== Prompt ==
Keep only the lines of the material below that contain the word "EAST". Copy those lines.

————

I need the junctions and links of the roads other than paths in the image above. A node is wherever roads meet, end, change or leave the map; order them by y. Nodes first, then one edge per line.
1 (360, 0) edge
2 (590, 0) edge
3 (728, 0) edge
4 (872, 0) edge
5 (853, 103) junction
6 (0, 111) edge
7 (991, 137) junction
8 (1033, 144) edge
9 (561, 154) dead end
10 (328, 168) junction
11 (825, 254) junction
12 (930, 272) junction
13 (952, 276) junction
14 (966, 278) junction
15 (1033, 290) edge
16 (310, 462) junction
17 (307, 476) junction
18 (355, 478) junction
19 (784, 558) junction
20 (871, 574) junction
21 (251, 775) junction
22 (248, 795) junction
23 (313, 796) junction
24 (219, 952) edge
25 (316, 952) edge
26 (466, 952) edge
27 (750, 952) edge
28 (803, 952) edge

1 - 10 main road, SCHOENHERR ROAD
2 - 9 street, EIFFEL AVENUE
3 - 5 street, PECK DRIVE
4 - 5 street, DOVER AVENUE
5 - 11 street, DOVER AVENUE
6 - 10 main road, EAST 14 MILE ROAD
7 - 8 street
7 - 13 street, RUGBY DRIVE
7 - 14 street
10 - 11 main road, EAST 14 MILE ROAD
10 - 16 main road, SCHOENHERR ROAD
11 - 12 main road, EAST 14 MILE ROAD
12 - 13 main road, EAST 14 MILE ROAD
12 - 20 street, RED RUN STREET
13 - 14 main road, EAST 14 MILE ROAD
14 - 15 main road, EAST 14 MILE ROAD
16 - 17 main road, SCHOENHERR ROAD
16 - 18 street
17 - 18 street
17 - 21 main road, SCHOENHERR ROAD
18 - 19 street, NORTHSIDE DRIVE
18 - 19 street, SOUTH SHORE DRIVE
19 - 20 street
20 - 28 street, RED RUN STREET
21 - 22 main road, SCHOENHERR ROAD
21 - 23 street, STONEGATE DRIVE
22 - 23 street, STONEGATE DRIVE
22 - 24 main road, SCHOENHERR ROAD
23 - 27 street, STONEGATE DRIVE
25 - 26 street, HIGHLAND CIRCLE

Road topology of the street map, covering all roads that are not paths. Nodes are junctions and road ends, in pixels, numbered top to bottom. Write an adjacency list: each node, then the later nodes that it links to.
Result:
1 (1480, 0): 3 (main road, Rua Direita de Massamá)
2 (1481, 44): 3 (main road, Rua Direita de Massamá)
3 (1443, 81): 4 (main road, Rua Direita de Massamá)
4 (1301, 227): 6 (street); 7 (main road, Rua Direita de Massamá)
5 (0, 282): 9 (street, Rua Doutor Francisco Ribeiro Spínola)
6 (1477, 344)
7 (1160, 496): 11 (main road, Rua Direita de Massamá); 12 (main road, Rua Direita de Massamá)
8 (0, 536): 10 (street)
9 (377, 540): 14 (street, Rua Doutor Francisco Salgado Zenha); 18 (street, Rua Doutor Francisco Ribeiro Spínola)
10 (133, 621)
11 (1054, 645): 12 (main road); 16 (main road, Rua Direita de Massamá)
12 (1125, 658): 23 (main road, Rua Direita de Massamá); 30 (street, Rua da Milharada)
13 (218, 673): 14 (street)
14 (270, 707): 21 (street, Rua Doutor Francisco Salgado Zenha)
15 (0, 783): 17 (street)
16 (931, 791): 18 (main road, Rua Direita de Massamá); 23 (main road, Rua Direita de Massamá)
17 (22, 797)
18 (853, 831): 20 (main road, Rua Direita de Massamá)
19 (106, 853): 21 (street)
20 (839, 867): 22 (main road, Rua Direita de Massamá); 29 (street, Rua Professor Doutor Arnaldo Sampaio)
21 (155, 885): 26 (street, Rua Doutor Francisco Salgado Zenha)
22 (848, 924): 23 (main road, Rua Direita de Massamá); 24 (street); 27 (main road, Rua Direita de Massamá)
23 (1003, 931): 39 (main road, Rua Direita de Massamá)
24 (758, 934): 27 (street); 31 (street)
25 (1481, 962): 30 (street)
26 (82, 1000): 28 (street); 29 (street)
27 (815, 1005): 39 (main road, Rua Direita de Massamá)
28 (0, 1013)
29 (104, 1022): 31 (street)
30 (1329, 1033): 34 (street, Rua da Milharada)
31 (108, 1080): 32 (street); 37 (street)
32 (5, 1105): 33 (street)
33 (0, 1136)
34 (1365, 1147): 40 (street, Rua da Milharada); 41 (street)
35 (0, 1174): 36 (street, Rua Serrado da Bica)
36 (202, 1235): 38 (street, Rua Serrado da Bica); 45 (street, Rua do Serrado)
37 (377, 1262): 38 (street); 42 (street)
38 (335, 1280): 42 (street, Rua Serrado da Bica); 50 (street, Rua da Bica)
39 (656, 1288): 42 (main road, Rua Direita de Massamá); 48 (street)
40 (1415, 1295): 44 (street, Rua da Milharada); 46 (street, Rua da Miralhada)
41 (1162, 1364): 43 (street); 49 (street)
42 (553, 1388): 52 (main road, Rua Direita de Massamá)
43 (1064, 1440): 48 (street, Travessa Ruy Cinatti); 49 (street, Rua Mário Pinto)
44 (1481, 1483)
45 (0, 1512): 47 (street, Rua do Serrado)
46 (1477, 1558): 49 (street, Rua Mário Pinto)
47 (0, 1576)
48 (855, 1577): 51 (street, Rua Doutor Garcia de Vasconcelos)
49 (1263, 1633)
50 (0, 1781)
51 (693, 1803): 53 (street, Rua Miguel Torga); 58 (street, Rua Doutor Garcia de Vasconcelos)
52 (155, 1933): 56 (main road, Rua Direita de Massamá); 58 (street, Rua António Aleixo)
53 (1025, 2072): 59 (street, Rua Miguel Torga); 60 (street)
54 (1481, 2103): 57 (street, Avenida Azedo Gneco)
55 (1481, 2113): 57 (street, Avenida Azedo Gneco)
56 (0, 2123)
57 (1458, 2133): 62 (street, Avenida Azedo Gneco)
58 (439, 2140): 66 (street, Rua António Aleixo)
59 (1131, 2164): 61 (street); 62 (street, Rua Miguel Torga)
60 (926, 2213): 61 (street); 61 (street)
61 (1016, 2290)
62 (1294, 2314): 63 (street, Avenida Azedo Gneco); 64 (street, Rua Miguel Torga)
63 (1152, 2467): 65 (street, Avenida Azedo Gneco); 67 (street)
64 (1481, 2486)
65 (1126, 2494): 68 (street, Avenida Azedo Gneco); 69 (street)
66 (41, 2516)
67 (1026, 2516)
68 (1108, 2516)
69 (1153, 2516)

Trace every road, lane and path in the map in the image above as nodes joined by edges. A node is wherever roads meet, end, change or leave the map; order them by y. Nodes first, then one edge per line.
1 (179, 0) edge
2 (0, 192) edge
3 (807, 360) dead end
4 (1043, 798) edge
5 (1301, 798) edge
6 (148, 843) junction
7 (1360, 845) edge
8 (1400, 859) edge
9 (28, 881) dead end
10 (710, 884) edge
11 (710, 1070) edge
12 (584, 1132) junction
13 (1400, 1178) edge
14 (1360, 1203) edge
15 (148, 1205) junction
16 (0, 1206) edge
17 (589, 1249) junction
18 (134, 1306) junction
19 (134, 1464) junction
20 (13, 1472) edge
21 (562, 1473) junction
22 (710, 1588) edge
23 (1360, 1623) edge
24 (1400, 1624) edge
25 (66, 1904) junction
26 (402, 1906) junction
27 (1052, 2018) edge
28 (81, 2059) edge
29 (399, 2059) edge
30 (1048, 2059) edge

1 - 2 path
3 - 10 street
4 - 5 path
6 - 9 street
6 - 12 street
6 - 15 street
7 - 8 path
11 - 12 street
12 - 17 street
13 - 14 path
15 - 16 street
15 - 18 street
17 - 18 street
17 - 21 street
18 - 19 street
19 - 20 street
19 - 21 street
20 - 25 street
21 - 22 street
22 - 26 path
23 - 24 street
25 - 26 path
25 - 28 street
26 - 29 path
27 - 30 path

————

== Answer to this task ==
6 - 10 main road, EAST 14 MILE ROAD
10 - 11 main road, EAST 14 MILE ROAD
11 - 12 main road, EAST 14 MILE ROAD
12 - 13 main road, EAST 14 MILE ROAD
13 - 14 main road, EAST 14 MILE ROAD
14 - 15 main road, EAST 14 MILE ROAD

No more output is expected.